Meia hora depois, Davis estava só naquela cidade. Somente um sobrevivente. No entanto, sobre o tabuleiro ainda havia duas peças e isso o intrigava.
Mais do que isso, o enlouquecia.
Em um acesso de fúria, tentou, em vão, arrancar um dos reis da estátua.
Com uma pedra, tentou quebrar o tabuleiro ao meio, mas também foi inútil.
Então, do nada, uma idéia lhe ocorreu.
Como já havia feito várias vezes naquele dia, ele sorriu.
Achava que alguém estava sendo generoso com ele, indicando-lhe o caminho.
Talvez, pensou, o Deus nórdico que controla o tabuleiro resolveu me ajudar.

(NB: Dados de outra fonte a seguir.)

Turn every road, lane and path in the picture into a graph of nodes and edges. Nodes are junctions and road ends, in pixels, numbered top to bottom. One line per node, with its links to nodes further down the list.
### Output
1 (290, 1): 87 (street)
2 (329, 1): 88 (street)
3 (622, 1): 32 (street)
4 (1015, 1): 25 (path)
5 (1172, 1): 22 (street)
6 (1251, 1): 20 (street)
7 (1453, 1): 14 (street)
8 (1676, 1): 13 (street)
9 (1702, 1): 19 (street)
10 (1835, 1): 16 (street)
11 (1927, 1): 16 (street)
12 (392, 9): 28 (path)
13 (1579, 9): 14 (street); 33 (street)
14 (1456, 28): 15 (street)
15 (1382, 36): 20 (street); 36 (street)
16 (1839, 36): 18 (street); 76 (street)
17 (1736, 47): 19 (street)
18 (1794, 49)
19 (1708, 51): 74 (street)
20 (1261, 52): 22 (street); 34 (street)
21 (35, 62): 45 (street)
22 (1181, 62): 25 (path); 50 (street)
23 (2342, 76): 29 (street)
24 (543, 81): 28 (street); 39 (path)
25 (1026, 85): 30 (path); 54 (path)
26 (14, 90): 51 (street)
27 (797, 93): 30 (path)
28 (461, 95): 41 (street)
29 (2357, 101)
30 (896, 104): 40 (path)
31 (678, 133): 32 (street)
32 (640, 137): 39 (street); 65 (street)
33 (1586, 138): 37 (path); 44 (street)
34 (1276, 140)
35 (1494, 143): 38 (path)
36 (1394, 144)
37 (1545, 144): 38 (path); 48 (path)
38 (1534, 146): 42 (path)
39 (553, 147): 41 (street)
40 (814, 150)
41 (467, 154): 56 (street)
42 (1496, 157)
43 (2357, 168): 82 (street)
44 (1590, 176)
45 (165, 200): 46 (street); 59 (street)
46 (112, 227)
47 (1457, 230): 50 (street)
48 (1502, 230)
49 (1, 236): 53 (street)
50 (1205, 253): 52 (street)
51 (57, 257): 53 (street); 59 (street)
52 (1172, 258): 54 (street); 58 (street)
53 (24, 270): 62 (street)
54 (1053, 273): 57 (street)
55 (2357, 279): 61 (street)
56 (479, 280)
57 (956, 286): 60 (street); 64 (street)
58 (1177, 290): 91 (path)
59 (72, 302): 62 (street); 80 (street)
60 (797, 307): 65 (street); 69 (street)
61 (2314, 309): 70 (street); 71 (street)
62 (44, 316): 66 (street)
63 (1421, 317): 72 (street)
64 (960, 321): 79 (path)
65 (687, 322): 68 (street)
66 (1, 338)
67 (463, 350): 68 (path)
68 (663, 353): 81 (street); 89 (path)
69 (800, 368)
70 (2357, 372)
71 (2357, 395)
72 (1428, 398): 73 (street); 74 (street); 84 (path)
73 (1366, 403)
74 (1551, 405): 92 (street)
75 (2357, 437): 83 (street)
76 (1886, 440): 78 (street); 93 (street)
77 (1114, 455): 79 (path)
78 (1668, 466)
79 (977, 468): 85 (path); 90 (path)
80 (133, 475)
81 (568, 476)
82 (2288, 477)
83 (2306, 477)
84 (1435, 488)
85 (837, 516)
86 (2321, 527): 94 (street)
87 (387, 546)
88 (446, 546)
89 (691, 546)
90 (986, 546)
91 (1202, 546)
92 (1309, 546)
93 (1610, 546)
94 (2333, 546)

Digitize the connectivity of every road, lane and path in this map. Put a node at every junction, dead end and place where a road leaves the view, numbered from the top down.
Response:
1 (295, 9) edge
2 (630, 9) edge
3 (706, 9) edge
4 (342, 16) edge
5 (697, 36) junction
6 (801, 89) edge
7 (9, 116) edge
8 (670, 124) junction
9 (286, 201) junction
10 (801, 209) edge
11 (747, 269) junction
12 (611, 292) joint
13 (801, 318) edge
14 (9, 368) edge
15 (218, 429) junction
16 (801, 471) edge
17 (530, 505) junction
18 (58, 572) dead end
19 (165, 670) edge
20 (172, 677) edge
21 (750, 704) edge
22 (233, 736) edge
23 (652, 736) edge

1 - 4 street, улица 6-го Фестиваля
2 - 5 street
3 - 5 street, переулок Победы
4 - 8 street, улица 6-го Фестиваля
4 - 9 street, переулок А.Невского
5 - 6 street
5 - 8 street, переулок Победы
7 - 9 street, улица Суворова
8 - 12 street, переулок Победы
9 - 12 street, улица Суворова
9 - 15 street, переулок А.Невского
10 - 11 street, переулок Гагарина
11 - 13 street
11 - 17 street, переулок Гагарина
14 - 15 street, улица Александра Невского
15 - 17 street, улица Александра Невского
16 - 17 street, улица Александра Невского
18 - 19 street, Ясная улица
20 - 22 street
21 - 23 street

Com uma pequena pedra com pontiaguda, ele fez um corte em seu braço direito. Deixou que um pouco de sangue escorresse e pingasse sobre o tabuleiro, manchando o centro de um vermelho escuro. Nada aconteceu.
Enfurecido e frustrado, ele se sentou no nódulo da raiz de uma grande árvore e fechou os olhos. Só os abriu segundos depois e aí, então, teve uma surpresa: havia somente um rei no tabuleiro. O rei negro. E ele estava em sua devida posição inicial.
Algo se iluminou no interior de Davis.
Todas as dezesseis pessoas que chegaram à cidade há mais de três semanas haviam morrido. Todas.
O que restara de Davis era o que o iria comandar daí por diante.
E ele concluiu que aquele jogo de xadrez havia, realmente, mudado sua vida para sempre.